### WHAT NEEDS TO BE DONE
Once you have counted the lines below that contain "index", give that number and nothing else.

===============

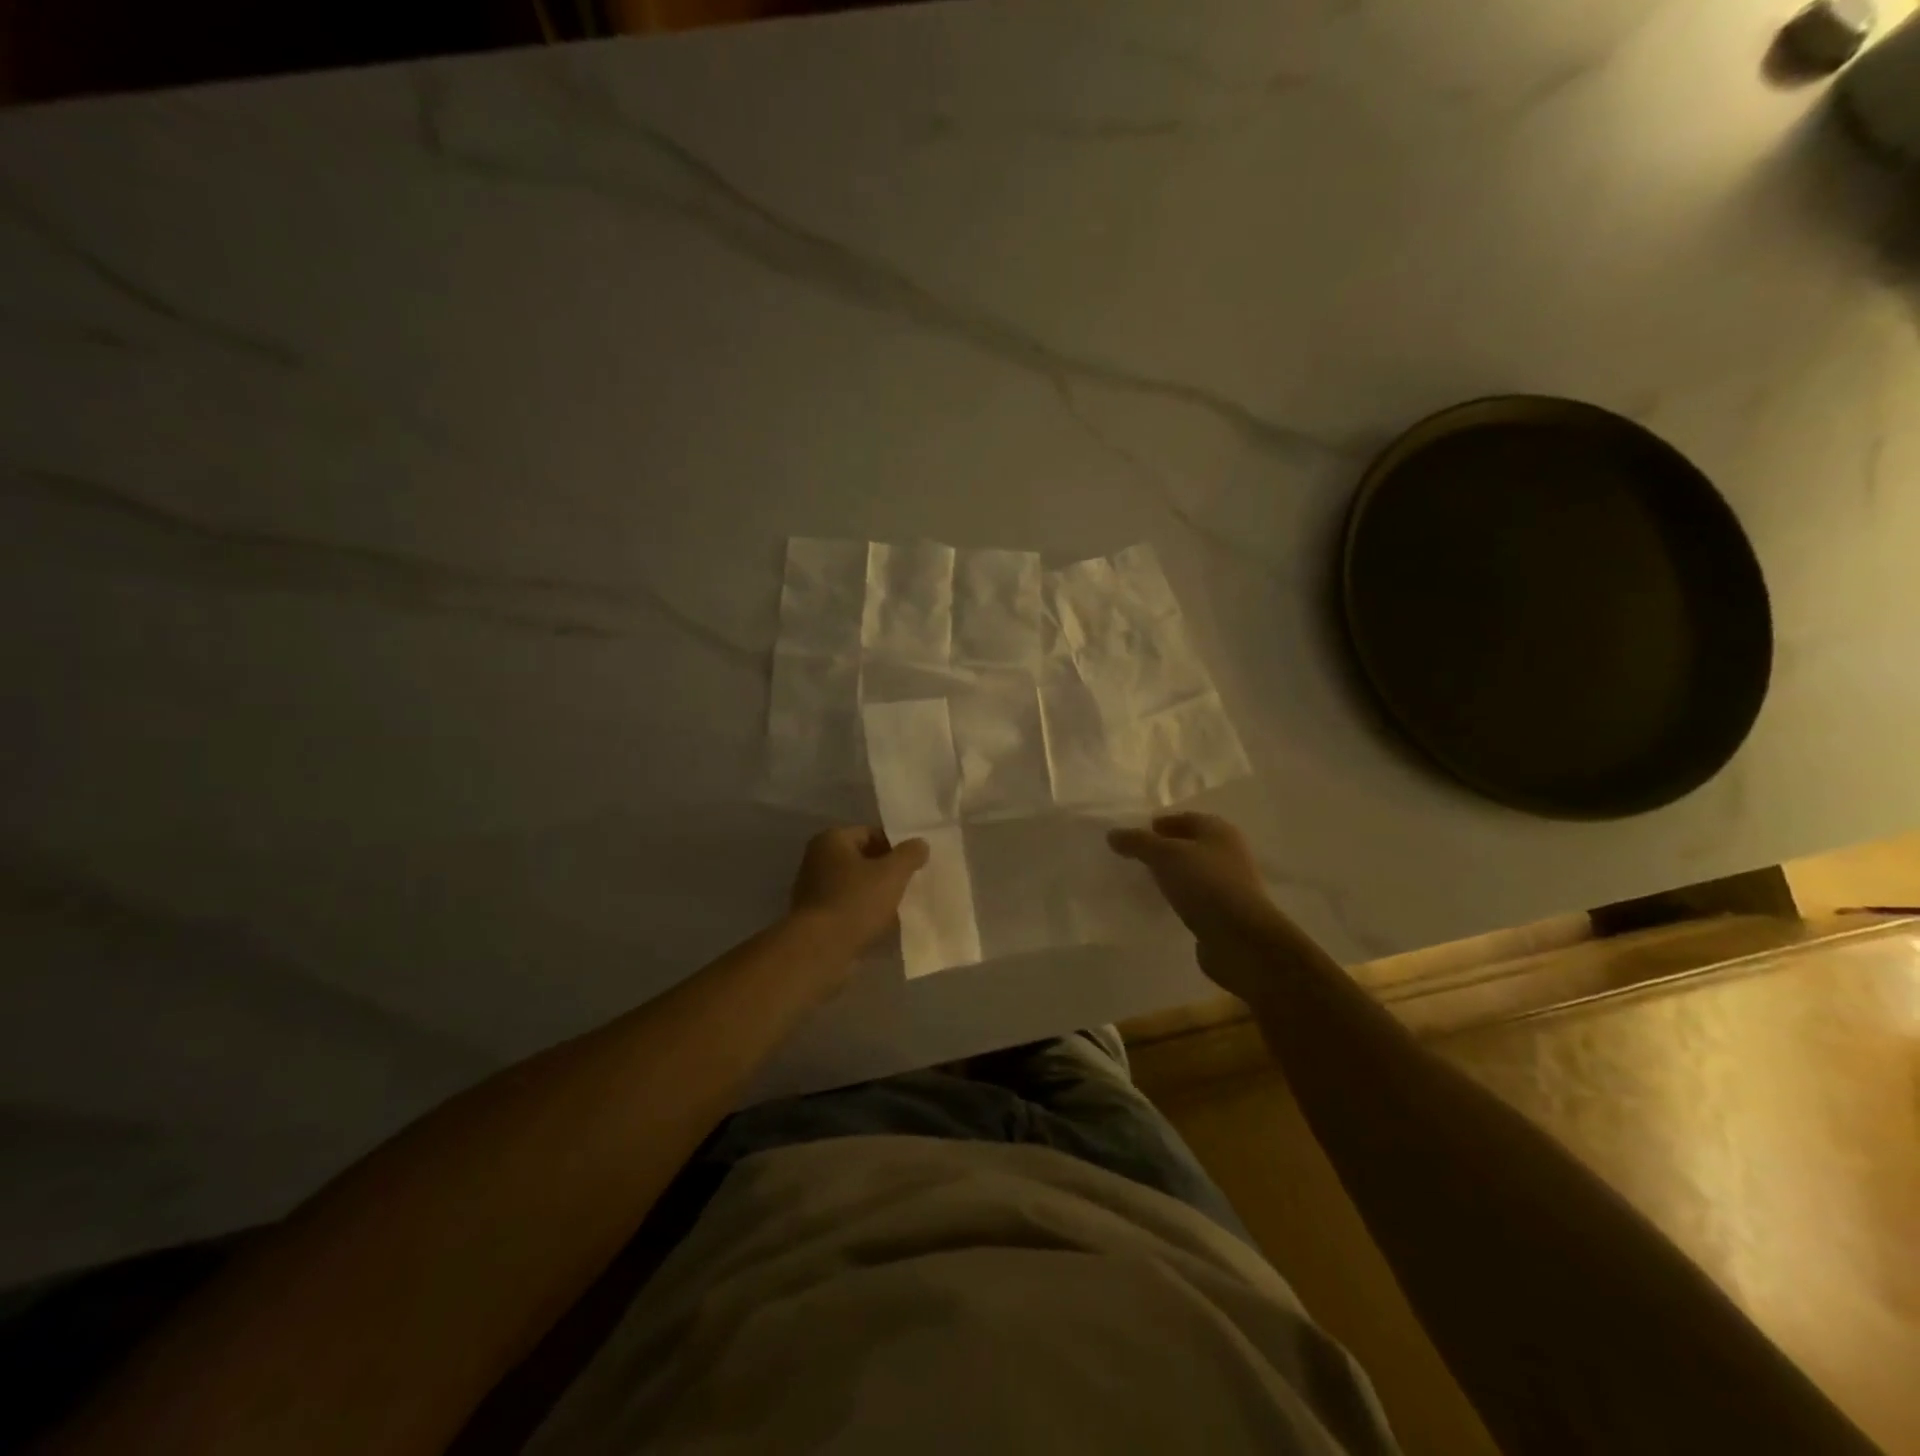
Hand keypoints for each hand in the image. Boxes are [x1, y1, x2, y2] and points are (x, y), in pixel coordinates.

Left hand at [789, 826, 929, 954]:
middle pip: (863, 859)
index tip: (915, 863)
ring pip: (856, 885)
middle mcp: (818, 859)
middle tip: (911, 884)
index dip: (896, 846)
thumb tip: (920, 843)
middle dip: (887, 871)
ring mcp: (814, 889)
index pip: (871, 833)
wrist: (820, 950)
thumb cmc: (855, 902)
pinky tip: (883, 925)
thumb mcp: (892, 874)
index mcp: (832, 840)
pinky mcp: (816, 917)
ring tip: (900, 906)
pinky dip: (864, 913)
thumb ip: (909, 854)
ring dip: (877, 894)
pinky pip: (848, 907)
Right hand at [1108, 813, 1284, 997]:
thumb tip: (1113, 834)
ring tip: (1144, 883)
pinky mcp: (1225, 913)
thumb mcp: (1165, 855)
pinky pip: (1196, 898)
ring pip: (1192, 873)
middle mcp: (1228, 853)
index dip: (1158, 824)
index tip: (1132, 837)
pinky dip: (1179, 898)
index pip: (1184, 818)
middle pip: (1189, 845)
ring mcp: (1229, 885)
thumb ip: (1138, 842)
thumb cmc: (1205, 884)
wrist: (1242, 940)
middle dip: (1163, 850)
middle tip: (1134, 859)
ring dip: (1171, 875)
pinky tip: (1162, 906)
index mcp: (1218, 830)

===============

### SOLUTION TO THIS EXERCISE
8